Inverted microscope images of unstimulated (a) and stimulated (b) macrophages (× 40 magnification)

Concluding remarks

Carbon nanotubes have been widely explored as an interface material along with an enzyme for electrochemical detection of various analytes including glucose. The present work demonstrates the intrinsic catalytic ability of MWCNTs. Along with their excellent electron transfer capability, the MWCNTs formed a catalytic interface for efficient electrochemical enzymeless detection of glucose within 3 s.

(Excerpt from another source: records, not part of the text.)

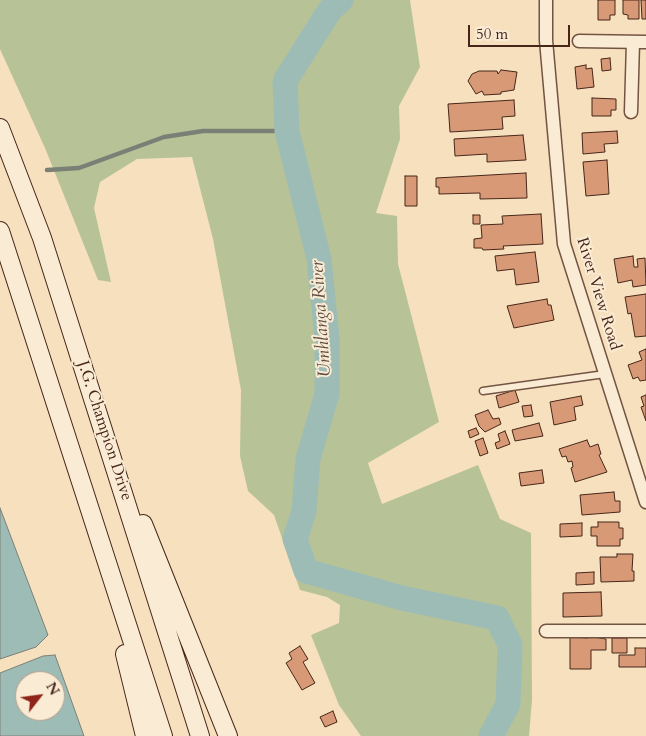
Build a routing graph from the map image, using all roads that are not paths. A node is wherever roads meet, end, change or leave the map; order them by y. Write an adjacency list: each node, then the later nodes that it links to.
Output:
1 (546, 0): 7 (street, River View Road)
2 (579, 42): 3 (street)
3 (640, 42): 4 (street)
4 (631, 112)
5 (0, 128): 9 (street, J.G. Champion Drive)
6 (0, 231): 11 (street)
7 (605, 374): 8 (lane); 10 (street, River View Road)
8 (483, 391)
9 (122, 490): 16 (street, J.G. Champion Drive); 17 (street)
10 (646, 502)
11 (116, 594): 14 (street); 15 (street)
12 (546, 631): 13 (street)
13 (646, 631)
14 (145, 736)
15 (163, 736)
16 (200, 736)
17 (228, 736)

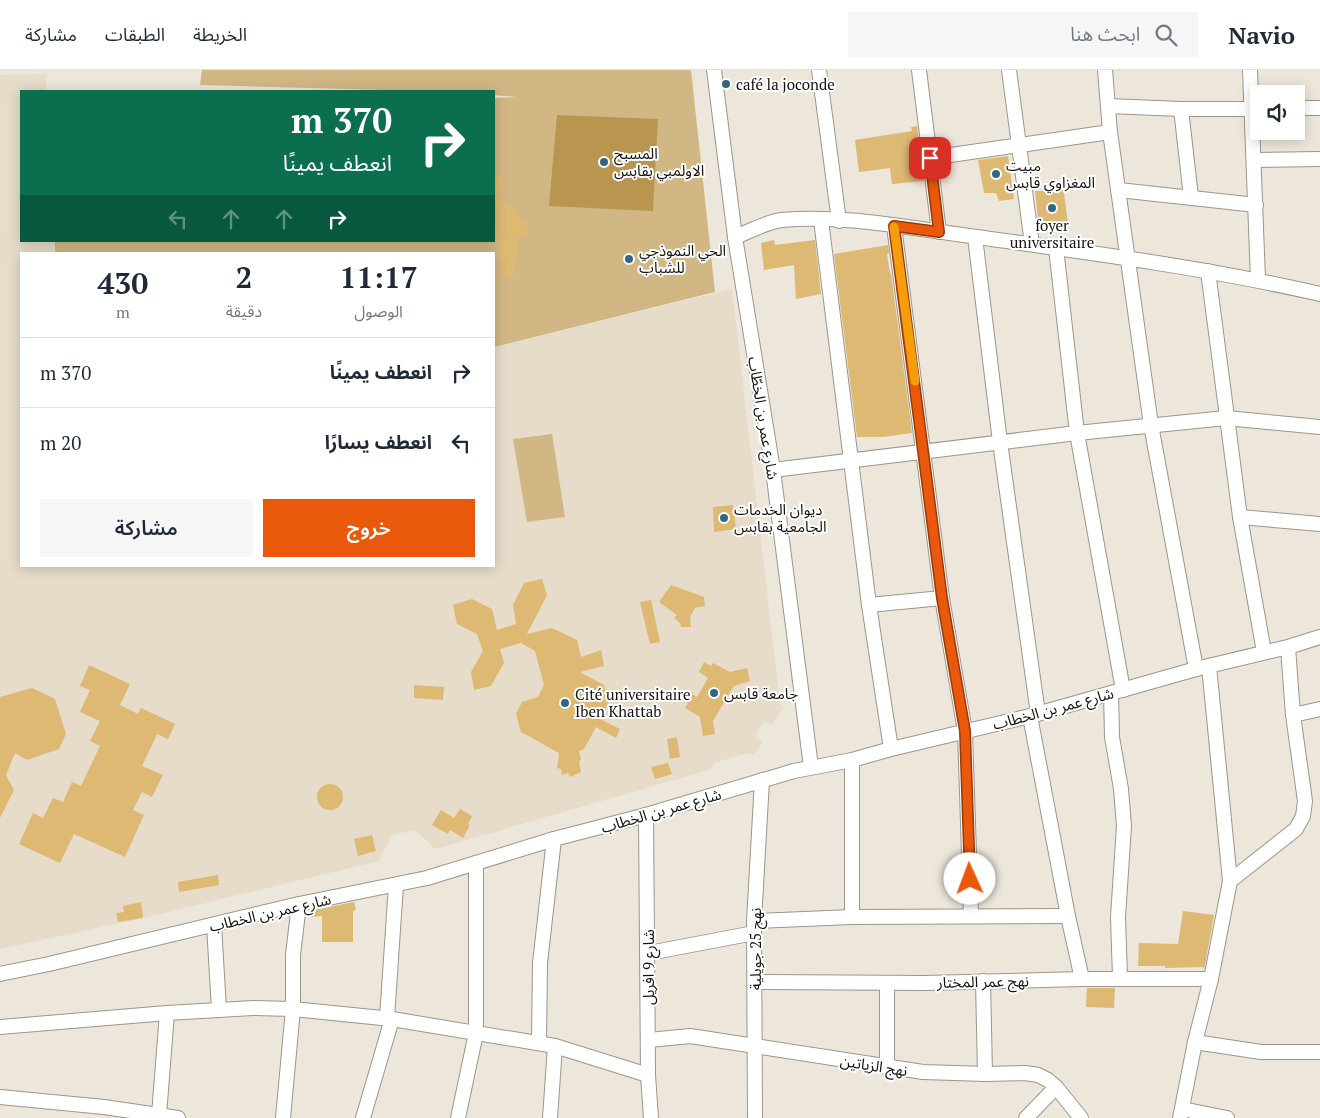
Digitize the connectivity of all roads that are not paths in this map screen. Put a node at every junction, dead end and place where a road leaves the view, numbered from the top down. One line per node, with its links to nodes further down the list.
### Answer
1 (714, 70): 26 (street, شارع عمر بن الخطّاب)
2 (819, 70): 23 (street)
3 (919, 70): 16 (street)
4 (1009, 70): 15 (street)
5 (1105, 70): 8 (street)
6 (1250, 70): 7 (street)
7 (1252, 85)
8 (1108, 106): 11 (street); 13 (street)
9 (1305, 108): 10 (street)
10 (1320, 108)
11 (1181, 109): 12 (street); 20 (street)
12 (1250, 109)
13 (1110, 132): 15 (street); 19 (street)
14 (1255, 140): 17 (street)
15 (1018, 144): 16 (street); 28 (street)
16 (930, 158): 25 (street)
17 (1254, 160): 18 (street); 21 (street)
18 (1320, 160)
19 (1119, 190): 20 (street); 30 (street)
20 (1191, 197): 21 (street)
21 (1256, 205): 32 (street)
22 (821, 220): 23 (street); 26 (street); 40 (street)
23 (839, 221): 24 (street)
24 (894, 226): 25 (street); 39 (street)
25 (939, 232): 27 (street)
26 (735, 237): 41 (street, شارع عمر بن الخطّاب)
27 (975, 237): 28 (street); 38 (street)
28 (1032, 244): 29 (street)
29 (1056, 248): 30 (street); 37 (street)
30 (1127, 258): 31 (street); 35 (street)
31 (1208, 271): 32 (street); 34 (street)
32 (1258, 280): 33 (street)
33 (1320, 294)
34 (1226, 418): 35 (street); 36 (street); 42 (street)
35 (1151, 425): 37 (street); 49 (street)
36 (1320, 427)
37 (1077, 433): 38 (street); 50 (street)
38 (1000, 442): 39 (street); 52 (street)
39 (925, 452): 40 (street); 44 (street)
40 (850, 461): 41 (street); 45 (street)
41 (773, 470): 57 (street, شارع عمر بن الخطّاب)
42 (1240, 517): 43 (street); 48 (street)
43 (1320, 524)
44 (942, 598): 45 (street); 54 (street)
45 (869, 605): 55 (street)
46 (1320, 637): 47 (street, شارع عمر بن الخطاب)
47 (1288, 647): 48 (street, شارع عمر بن الخطاب); 53 (street)
48 (1264, 652): 49 (street, شارع عمر بن الخطاب)
49 (1202, 668): 50 (street, شارع عمر بن الخطاب); 62 (street)
50 (1117, 691): 52 (street, شارع عمر بن الخطاب); 72 (street)
51 (1320, 710): 53 (street)
52 (1034, 715): 54 (street, شارع عمر بن الخطاب); 66 (street)
53 (1293, 715): 62 (street)
54 (965, 731): 55 (street, شارع عمر بن الخطاب); 65 (street)
55 (891, 748): 56 (street, شارع عمر بن الخطاب)
56 (852, 760): 57 (street, شارع عمر بن الخطاب); 67 (street)
57 (811, 767): 58 (street, شارع عمر بن الخطاب)
58 (762, 780): 59 (street, شارع عمر بن الخطاب); 69 (street, نهج 25 جويلية)
59 (646, 815): 60 (street, شارع عمر بن الخطاب); 70 (street, شارع 9 افريل)
60 (554, 839): 61 (street, شارع عمر بن الخطاب); 86 (street)
61 (476, 863): 63 (street, شارع عمر بن الخطاب); 83 (street)
62 (1230, 881): 74 (street)
63 (396, 885): 64 (street, شارع عمر بن الخطاب); 81 (street)
64 (299, 904): 68 (street, شارع عمر بن الخطاب); 78 (street)
65 (971, 916): 66 (street); 67 (street)
66 (1068, 916): 73 (street)
67 (852, 917): 69 (street)
68 (214, 925): 71 (street, شارع عمر بن الخطاب); 79 (street)
69 (754, 927): 70 (street); 76 (street, نهج 25 جويلية)
70 (649, 953): 84 (street, شارع 9 افريل)
71 (0, 974)
72 (1120, 978): 73 (street, نهج عمر المختار); 74 (street, نهج عمر المختار)
73 (1082, 979): 75 (street, نهج عمر المختار)
74 (1211, 979): 85 (street)
75 (983, 981): 77 (street, نهج عمر المختار); 91 (street)
76 (755, 982): 77 (street, نهج عمر المختار); 88 (street, نهج 25 جويلية)
77 (887, 983): 90 (street)
78 (293, 1009): 79 (street); 81 (street); 98 (street)
79 (219, 1010): 80 (street)
80 (167, 1013): 82 (street); 95 (street)
81 (389, 1018): 83 (street); 99 (street)
82 (0, 1026)
83 (476, 1033): 86 (street); 100 (street)
84 (649, 1040): 88 (street, نهج الزياتين); 92 (street, شارع 9 افريل)
85 (1195, 1042): 89 (street); 96 (street)
86 (539, 1043): 87 (street)
87 (555, 1046): 92 (street); 101 (street)
88 (754, 1046): 90 (street, نهج الزياتين); 103 (street, نهج 25 جويلية)
89 (1320, 1052)
90 (887, 1068): 91 (street, نهج الزياتين)
91 (985, 1074): 93 (street, نهج الزياتين)
92 (648, 1075): 102 (street, شارع 9 افريل)
93 (1056, 1087): 104 (street); 105 (street, نهج الزياتين)
94 (0, 1097): 95 (street)
95 (159, 1114): 97 (street)
96 (1181, 1114): 106 (street)
97 (175, 1118)
98 (283, 1118)
99 (363, 1118)
100 (458, 1118)
101 (550, 1118)
102 (651, 1118)
103 (755, 1118)
104 (1026, 1118)
105 (1082, 1118)
106 (1227, 1118)

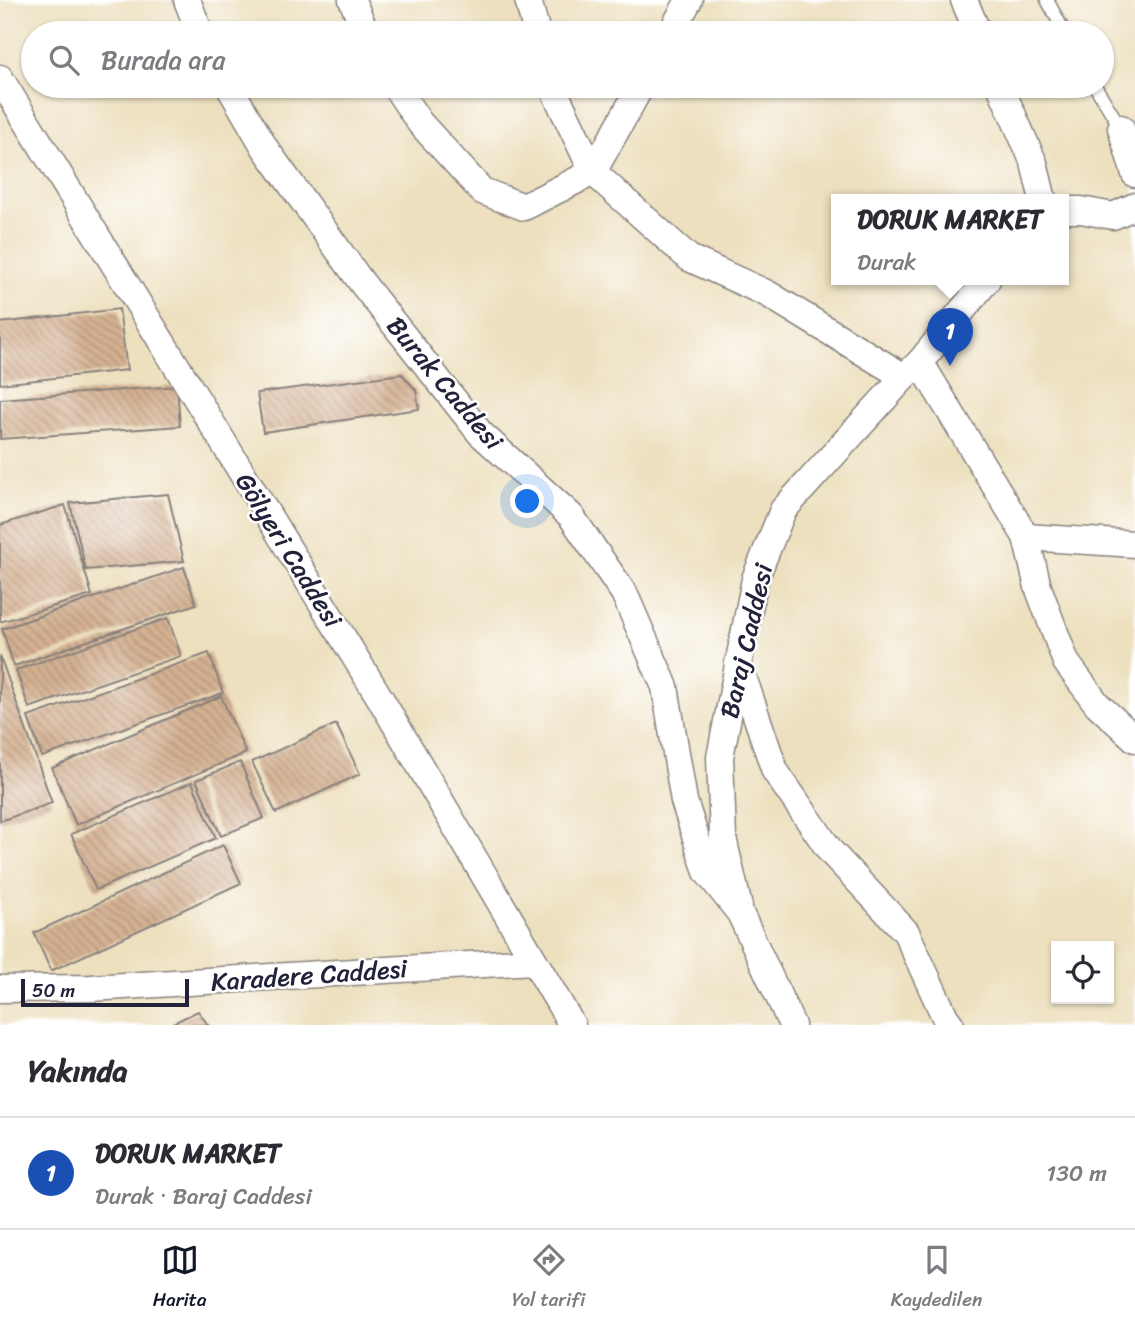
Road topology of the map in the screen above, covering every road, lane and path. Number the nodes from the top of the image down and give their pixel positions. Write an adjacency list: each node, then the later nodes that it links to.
1 (187, 0): 7 (street)
2 (352, 0): 8 (street)
3 (528, 0): 9 (street)
4 (689, 0): 10 (street)
5 (964, 0): 11 (street)
6 (1048, 0): 12 (lane)
7 (195, 21)
8 (361, 21)
9 (534, 21)
10 (678, 21)
11 (973, 21)
12 (1059, 21)
13 (0, 78): 33 (street, Gölyeri Caddesi)
14 (236, 98): 32 (street, Burak Caddesi)
15 (403, 98): 21 (street)
16 (558, 98): 21 (street)
17 (634, 98): 21 (street)
18 (1005, 98): 23 (street)
19 (1102, 98): 20 (lane)
20 (1121, 128): 22 (street)
21 (593, 172): 27 (street)
22 (1135, 174)
23 (1042, 194)
24 (1135, 206): 25 (street)
25 (1069, 210)
26 (984, 285): 27 (street, Baraj Caddesi)
27 (912, 370): 28 (street); 30 (street, Baraj Caddesi)
28 (1026, 537): 29 (street); 31 (street)
29 (1135, 544)
30 (738, 661): 32 (street, Baraj Caddesi); 37 (street)
31 (1135, 739)
32 (740, 913): 35 (street, Burak Caddesi)
33 (534, 961): 34 (street, Karadere Caddesi); 36 (street, Gölyeri Caddesi)
34 (0, 989)
35 (785, 1024)
36 (572, 1025)
37 (951, 1025)

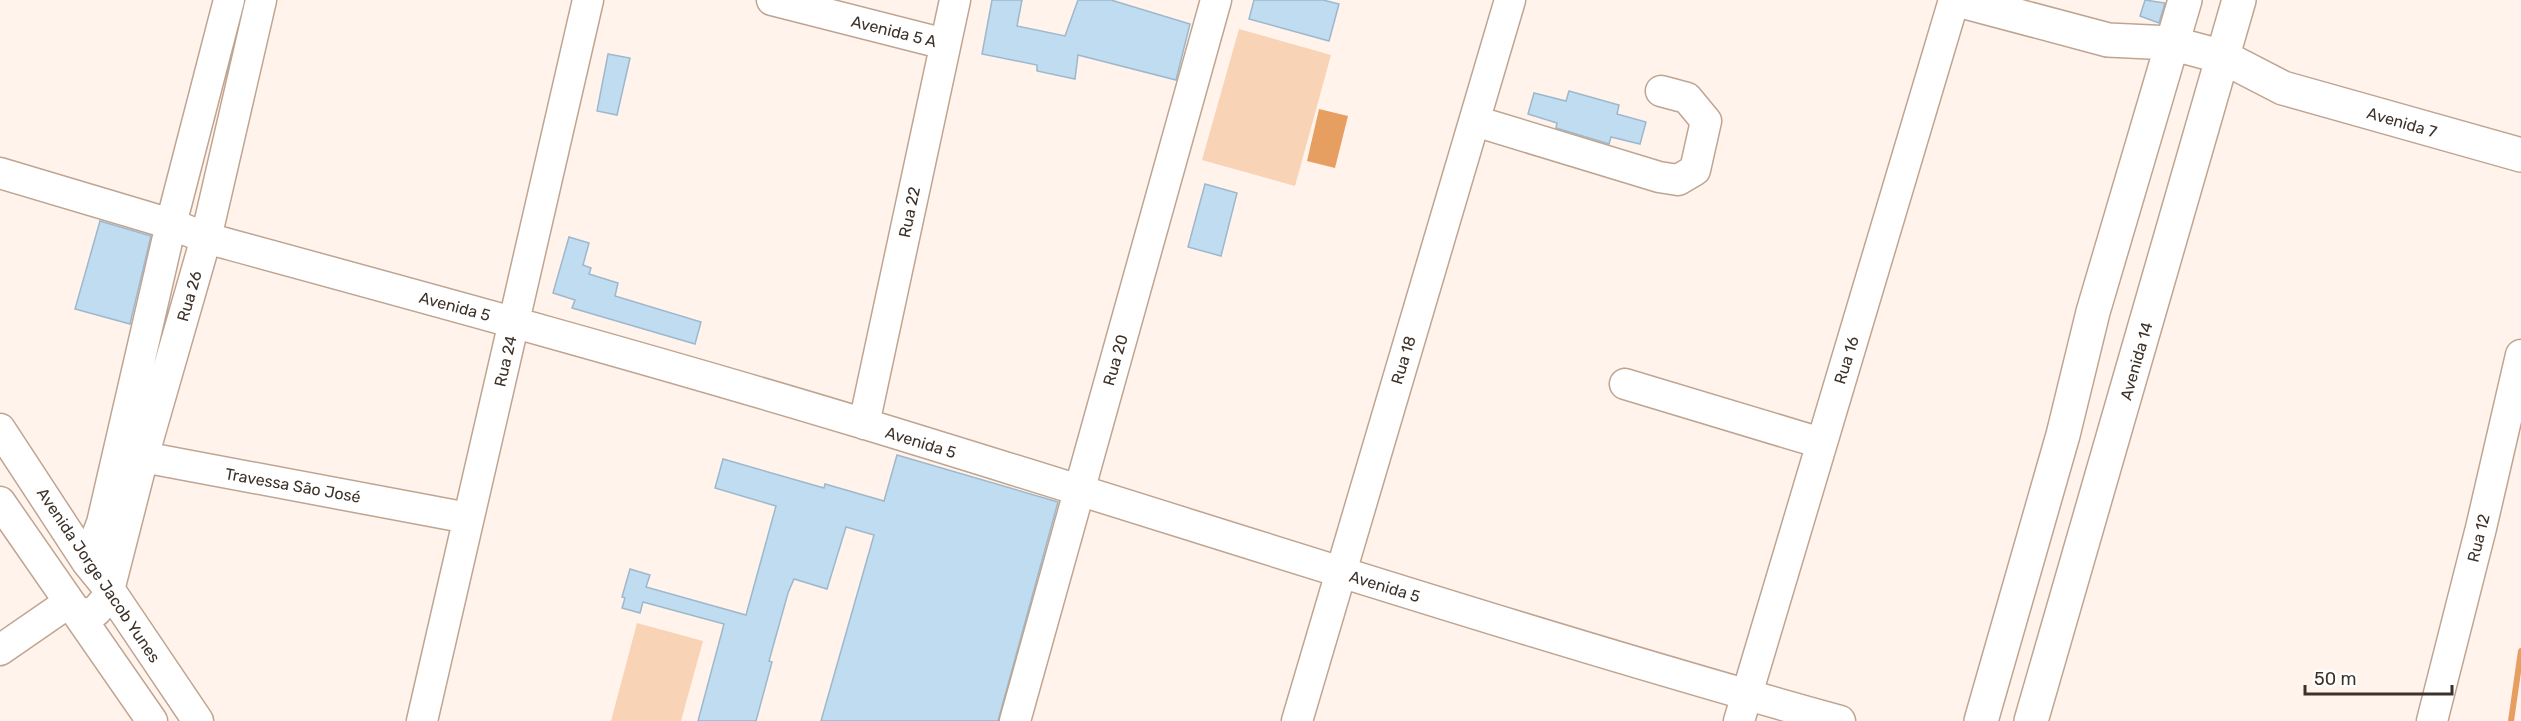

The biosensor exhibited a linear range from 2 to 8 mM with a limit of detection 1.59 mM that is superior to many enzymeless glucose sensors reported in literature. The developed biosensor is unaffected by the potential interferents. These attributes enable real-time detection of glucose with the developed biosensor that may find applications in clinical diagnostics. The sensor was found to effectively detect glucose utilization in stimulated and unstimulated macrophages that can be explored in future for clinical diagnosis of inflammatory disorders.